Machine Learning to Data Management: A Round Trip

With the emergence of machine learning (ML) techniques in database research, ML has already proved a tremendous potential to dramatically impact the foundations, algorithms, and models of several data management tasks, such as error detection, data cleaning, data integration, and query inference. Part of the data preparation, standardization, and cleaning processes, such as data matching and deduplication for instance, could be automated by making a ML model "learn" and predict the matches routinely. Data integration can also benefit from ML as the data to be integrated can be sampled and used to design the data integration algorithms. After the initial manual work to setup the labels, ML models can start learning from the new incoming data that are being submitted for standardization, integration, and cleaning. The more data supplied to the model, the better the ML algorithm can perform and deliver accurate results. Therefore, ML is more scalable compared to traditional and time-consuming approaches. Nevertheless, many ML algorithms require an out-of-the-box tuning and their parameters and scope are often not adapted to the problem at hand.

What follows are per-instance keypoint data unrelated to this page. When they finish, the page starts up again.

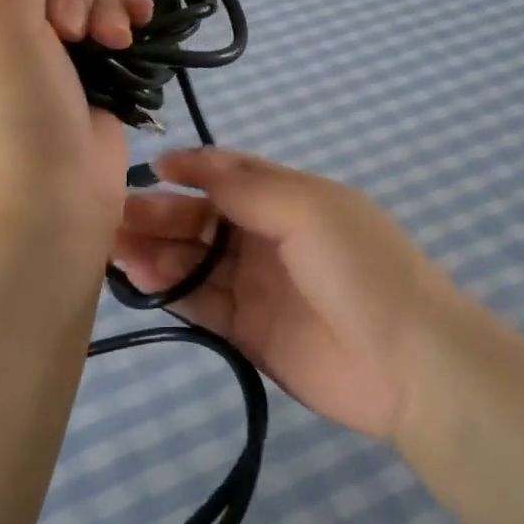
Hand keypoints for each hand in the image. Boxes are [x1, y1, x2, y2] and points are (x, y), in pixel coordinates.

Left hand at [0, 0, 150, 244]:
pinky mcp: (81, 74)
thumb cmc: (12, 116)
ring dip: (102, 10)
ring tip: (114, 43)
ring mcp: (40, 53)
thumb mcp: (2, 23)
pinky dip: (122, 22)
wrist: (53, 207)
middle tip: (75, 34)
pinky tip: (141, 23)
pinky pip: (103, 27)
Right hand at [112, 149, 470, 439]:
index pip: (231, 174)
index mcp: (291, 198)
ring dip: (157, 251)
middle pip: (205, 218)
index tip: (149, 170)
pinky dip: (170, 289)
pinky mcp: (249, 330)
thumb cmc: (359, 269)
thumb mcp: (308, 209)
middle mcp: (271, 237)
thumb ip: (247, 185)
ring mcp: (259, 285)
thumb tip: (191, 160)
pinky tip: (139, 278)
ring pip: (196, 260)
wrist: (409, 363)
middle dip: (162, 213)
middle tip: (115, 216)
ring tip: (116, 248)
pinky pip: (201, 302)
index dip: (191, 170)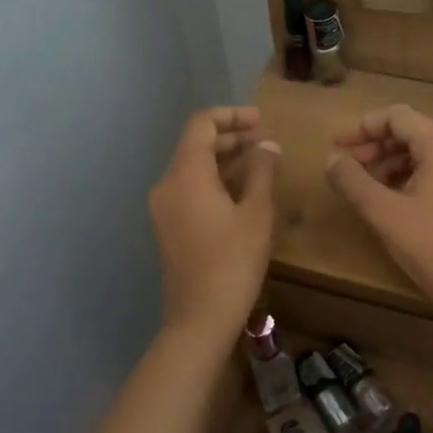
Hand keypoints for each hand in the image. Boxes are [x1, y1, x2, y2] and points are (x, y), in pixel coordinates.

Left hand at [149, 107, 278, 336]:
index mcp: (186, 174)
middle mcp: (167, 184)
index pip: (202, 124)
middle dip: (230, 137)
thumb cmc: (234, 261)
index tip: (261, 120)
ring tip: (260, 162)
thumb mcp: (257, 213)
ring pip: (192, 167)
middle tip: (266, 139)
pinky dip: (214, 180)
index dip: (232, 115)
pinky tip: (242, 190)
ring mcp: (163, 206)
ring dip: (224, 159)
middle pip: (195, 144)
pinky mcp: (168, 225)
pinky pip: (189, 188)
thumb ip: (262, 171)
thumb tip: (268, 145)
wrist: (200, 317)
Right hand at [322, 104, 432, 313]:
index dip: (363, 127)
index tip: (336, 145)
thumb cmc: (430, 244)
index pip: (397, 117)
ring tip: (361, 186)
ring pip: (418, 152)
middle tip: (345, 167)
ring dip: (386, 163)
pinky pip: (429, 171)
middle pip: (408, 131)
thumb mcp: (383, 211)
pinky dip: (403, 177)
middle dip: (373, 145)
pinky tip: (384, 198)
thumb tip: (331, 160)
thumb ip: (352, 181)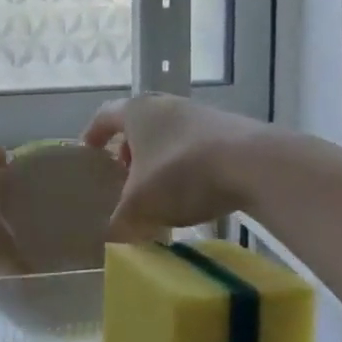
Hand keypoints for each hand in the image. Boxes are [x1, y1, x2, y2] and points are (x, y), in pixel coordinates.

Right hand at [82, 93, 269, 237]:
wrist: (254, 164)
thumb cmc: (181, 173)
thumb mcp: (140, 205)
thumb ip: (121, 221)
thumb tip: (114, 237)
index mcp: (136, 112)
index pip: (104, 116)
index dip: (93, 134)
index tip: (87, 152)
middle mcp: (166, 105)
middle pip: (139, 125)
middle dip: (129, 151)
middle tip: (124, 176)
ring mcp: (201, 114)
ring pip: (169, 135)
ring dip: (160, 159)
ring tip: (160, 189)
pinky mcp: (230, 130)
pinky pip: (197, 146)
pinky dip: (188, 165)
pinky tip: (194, 192)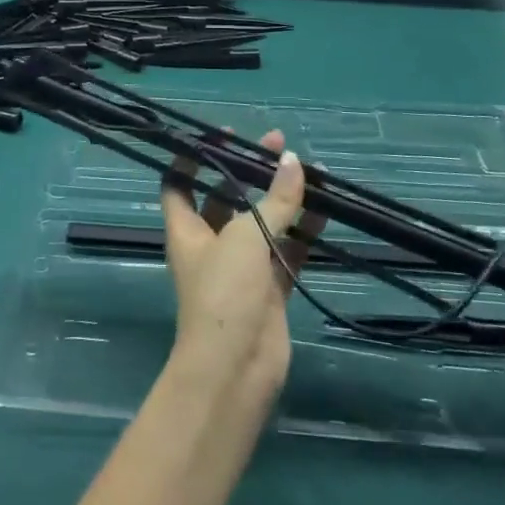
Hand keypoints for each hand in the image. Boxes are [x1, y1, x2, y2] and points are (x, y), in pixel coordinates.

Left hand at [159, 131, 314, 404]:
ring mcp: (241, 268)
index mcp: (187, 229)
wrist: (237, 369)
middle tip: (278, 146)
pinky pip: (288, 251)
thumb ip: (274, 201)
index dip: (194, 157)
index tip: (220, 135)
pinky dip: (304, 231)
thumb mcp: (246, 237)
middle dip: (249, 172)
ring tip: (309, 170)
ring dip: (282, 199)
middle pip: (227, 197)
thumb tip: (294, 162)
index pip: (179, 182)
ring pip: (262, 223)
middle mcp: (211, 244)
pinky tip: (325, 209)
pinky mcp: (269, 289)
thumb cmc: (224, 293)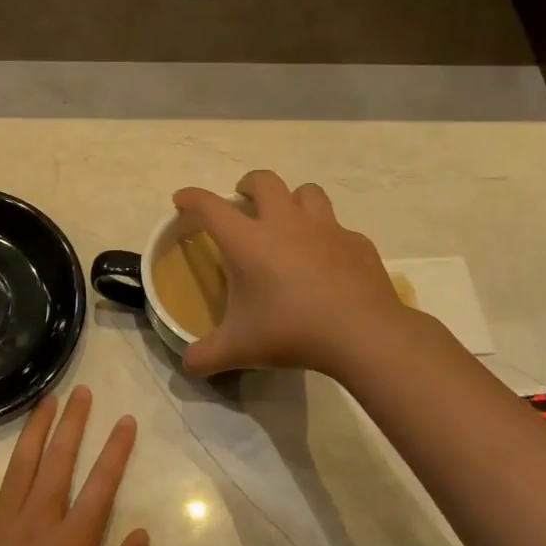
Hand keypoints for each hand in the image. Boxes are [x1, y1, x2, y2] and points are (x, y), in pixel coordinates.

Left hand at [0, 387, 150, 545]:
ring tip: (47, 400)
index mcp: (72, 543)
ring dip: (35, 430)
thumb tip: (141, 532)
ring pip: (20, 467)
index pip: (101, 484)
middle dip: (74, 423)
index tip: (126, 420)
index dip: (116, 450)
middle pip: (59, 462)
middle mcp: (37, 523)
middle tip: (83, 391)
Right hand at [173, 169, 405, 378]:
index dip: (191, 198)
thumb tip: (188, 365)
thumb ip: (207, 355)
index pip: (209, 206)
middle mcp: (285, 223)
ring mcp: (325, 229)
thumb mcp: (240, 349)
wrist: (362, 333)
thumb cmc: (291, 332)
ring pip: (307, 192)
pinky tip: (328, 262)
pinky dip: (328, 237)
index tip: (182, 200)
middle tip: (243, 202)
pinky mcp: (356, 243)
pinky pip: (338, 228)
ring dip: (293, 200)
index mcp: (248, 241)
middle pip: (263, 181)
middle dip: (248, 184)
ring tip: (288, 222)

To make an example, in cleaning and integration processes, the window sizes of values used for the ML models cannot be arbitrarily chosen and require an adaptation of the learning parameters. This tutorial will survey the recent trend of applying machine learning solutions to improve data management tasks and establish new paradigms to sharpen data error detection, cleaning, and integration at the data instance level, as well as at schema, system, and user levels.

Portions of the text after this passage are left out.